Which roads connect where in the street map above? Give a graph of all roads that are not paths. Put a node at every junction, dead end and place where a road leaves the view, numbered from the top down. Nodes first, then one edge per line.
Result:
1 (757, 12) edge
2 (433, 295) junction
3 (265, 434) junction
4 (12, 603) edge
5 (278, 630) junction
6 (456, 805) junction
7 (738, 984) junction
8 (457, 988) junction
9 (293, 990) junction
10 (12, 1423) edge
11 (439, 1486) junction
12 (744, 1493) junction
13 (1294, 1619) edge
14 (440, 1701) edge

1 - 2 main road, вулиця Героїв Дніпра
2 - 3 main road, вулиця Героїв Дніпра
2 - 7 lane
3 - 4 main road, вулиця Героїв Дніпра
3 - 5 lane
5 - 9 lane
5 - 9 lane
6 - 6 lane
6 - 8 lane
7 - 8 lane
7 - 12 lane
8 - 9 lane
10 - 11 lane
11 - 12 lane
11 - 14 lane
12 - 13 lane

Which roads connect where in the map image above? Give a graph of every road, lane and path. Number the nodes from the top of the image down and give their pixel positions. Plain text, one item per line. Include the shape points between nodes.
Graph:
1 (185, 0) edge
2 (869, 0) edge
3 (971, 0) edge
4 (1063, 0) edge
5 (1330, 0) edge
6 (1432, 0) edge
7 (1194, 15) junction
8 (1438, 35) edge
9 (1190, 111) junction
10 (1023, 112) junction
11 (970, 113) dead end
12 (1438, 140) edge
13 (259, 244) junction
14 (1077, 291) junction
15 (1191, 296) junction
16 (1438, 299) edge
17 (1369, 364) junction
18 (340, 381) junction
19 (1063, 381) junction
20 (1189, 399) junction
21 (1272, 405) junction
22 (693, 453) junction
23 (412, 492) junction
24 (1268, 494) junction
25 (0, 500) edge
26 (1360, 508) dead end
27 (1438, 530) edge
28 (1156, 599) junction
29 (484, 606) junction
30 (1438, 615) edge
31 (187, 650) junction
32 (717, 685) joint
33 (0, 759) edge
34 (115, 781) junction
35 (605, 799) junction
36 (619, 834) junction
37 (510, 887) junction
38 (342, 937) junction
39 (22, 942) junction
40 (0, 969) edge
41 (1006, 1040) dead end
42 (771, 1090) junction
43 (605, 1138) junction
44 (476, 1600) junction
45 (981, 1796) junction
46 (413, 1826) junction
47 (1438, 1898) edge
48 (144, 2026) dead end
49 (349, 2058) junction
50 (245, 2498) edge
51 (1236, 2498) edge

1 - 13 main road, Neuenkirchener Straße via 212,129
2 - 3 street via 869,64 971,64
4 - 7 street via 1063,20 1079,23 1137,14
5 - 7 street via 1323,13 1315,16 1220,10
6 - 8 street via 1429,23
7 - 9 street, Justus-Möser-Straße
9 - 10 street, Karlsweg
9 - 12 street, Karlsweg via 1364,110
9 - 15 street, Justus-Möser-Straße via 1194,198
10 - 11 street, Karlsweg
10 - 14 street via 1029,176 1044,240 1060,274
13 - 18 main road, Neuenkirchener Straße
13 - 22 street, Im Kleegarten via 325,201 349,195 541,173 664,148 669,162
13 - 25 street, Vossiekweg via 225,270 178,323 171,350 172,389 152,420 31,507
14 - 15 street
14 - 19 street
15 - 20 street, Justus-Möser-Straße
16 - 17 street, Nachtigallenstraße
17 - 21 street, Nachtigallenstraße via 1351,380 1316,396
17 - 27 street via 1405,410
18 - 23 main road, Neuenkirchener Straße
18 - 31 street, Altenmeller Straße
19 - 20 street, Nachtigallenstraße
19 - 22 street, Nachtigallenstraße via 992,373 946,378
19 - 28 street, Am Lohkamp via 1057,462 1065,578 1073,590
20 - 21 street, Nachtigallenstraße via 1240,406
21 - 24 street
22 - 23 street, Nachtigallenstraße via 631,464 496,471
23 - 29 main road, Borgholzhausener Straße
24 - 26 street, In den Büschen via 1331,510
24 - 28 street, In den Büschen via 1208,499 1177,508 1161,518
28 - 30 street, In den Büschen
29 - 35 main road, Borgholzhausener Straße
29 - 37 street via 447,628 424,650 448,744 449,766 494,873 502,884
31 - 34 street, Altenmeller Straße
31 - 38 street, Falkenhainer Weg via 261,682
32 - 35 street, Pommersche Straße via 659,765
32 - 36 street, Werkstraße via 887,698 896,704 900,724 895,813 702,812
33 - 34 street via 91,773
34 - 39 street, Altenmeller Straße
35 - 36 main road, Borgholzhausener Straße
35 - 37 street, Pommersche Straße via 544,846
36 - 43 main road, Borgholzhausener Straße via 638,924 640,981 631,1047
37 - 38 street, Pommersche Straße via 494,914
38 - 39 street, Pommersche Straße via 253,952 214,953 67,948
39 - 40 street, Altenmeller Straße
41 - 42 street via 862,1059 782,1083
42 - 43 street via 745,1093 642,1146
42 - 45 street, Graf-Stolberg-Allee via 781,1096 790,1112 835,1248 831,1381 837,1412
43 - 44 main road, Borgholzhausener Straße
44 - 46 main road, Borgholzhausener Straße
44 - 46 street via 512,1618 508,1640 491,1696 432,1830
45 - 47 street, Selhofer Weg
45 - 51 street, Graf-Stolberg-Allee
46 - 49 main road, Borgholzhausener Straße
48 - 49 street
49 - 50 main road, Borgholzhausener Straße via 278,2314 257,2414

**THE TASK:** Find and show each line of the listing with the word "Justus".

**SOLUTION FOR THIS EXERCISE:**
7 - 9 street, Justus-Möser-Straße
9 - 15 street, Justus-Möser-Straße via 1194,198
15 - 20 street, Justus-Möser-Straße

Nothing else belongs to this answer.